どうやら俺は、オッサンの鎧を鑑定しようとして、間違えてオッサン本体を鑑定してしまったようだ。


「なるほど!じゃあこれが厳ついオッサンのステータスなのか。.......うん、強いのかよく分からんな。それに、名前の欄にCランク冒険者って出てるけど、これ名前じゃないだろ。」

「名前は個人情報なので、本人を知らないと見れないのでしょう。」

「名前は見れなくて他のステータスは見れちゃうのか。もろ個人情報だけど大丈夫なのか」

「鑑定スキル自体、珍しいものですから。あまり気にしなくても大丈夫だと思いますよ。それに鑑定スキルで見れる情報を偽装するようなスキルもありますし。」

「そんなスキルもあるのかよ。さすが異世界。なんでもアリだな。」



─ドオン─



そんな話をしていると、突然目の前の壁が吹き飛んで、外から何かが突っ込んで来た。

パリンと皿の割れる音が響く。


「何が起こったんだ!?」

「ご主人様は僕が守りますっ!」


ホタルはそう言うとどこかへ消えた。

客と店員達は驚きながらも冷静に、外へ避難していく。

このまま建物が倒壊すれば、押しつぶされてしまう危険があるからだろう。それぐらい、派手に壁が突き破られたからな。

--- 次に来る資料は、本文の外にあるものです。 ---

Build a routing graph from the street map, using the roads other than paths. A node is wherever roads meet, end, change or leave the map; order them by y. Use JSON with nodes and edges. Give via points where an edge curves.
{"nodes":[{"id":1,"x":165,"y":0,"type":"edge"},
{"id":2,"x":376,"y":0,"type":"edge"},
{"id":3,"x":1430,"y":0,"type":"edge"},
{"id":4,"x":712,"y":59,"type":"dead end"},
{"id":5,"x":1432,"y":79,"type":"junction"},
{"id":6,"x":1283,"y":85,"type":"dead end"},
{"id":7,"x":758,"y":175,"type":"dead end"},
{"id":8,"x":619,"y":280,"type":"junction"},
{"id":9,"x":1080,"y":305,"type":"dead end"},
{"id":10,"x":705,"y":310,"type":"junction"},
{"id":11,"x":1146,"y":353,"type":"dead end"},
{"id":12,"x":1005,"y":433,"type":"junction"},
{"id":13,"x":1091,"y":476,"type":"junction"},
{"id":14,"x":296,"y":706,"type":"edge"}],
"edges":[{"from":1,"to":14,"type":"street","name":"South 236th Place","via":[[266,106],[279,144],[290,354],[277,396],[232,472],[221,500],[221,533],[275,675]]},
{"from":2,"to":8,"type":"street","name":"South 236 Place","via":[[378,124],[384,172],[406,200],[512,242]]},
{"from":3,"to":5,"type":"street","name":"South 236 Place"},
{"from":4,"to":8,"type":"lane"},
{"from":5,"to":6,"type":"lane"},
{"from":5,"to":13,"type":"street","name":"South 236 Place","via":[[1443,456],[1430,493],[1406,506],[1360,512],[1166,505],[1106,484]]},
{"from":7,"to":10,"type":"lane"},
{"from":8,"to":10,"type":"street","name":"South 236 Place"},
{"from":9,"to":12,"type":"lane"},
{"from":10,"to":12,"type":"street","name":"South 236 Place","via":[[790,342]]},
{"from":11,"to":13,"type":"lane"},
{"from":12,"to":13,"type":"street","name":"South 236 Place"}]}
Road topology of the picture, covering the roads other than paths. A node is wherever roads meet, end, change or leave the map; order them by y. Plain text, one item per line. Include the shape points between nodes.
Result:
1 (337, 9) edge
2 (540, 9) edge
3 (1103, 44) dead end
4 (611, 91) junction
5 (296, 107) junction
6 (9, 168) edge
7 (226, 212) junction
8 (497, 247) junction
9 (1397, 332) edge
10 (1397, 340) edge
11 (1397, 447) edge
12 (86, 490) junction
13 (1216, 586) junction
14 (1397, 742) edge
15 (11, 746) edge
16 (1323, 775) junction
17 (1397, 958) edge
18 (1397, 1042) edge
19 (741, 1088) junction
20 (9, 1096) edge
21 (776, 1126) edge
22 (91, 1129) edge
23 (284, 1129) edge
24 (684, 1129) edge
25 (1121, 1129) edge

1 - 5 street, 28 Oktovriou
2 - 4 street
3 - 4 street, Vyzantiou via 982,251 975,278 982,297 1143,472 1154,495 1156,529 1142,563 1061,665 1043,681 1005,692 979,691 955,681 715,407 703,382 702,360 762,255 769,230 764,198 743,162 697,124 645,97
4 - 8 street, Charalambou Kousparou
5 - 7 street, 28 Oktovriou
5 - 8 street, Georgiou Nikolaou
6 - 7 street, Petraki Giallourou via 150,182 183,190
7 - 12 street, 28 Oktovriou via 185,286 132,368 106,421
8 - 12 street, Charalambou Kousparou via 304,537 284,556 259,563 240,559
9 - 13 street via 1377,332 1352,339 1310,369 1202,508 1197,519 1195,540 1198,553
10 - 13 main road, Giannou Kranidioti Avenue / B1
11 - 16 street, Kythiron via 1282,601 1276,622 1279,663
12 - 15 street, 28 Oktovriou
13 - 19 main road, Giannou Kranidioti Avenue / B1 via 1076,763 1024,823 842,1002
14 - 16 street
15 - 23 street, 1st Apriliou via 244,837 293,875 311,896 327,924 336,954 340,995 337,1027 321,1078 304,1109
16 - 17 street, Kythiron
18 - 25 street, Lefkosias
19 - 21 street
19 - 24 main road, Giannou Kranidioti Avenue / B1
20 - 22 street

「ちっ、メガネのせいで建物をぶっ壊しちまったじゃねぇか。」


壁にできた穴の方から、そんな声が聞こえてきた。


「明日になったら全て元通りだ....まったく....」


すると今度は、先程何かがが突っ込んでできた瓦礫の山から、青い鎧の騎士?がよろよろと立ち上がる。壁を破って中に入って来たのはコイツだったのか。

えなに、もしかしてこれ、人災?


「まだ起き上がれんのかよ、つまんねーな」


声の主の金髪の青年が、穴から店の中に入ってきた。

金色の目が、暗くなった店内で怪しげに光っている。


「ハァ....ハァ......生憎、お前を倒さないと行けないからな。」


騎士?はそう言うと大きな槍のようなものを構える。

なんだかやばい戦いの最中だったようだ。

異世界怖ぇ。唐突すぎるだろ。

そんな時ふと、2人のステータスが見てみたい、という欲求が頭をよぎる。

そんな状況では無いと思いつつも、好奇心に負けて、俺は鑑定スキルを使った。


まずは青い鎧の騎士の方から覗いてみると、さながらガチャでレアキャラクターを当てた時のような軽快なファンファーレが脳内再生された。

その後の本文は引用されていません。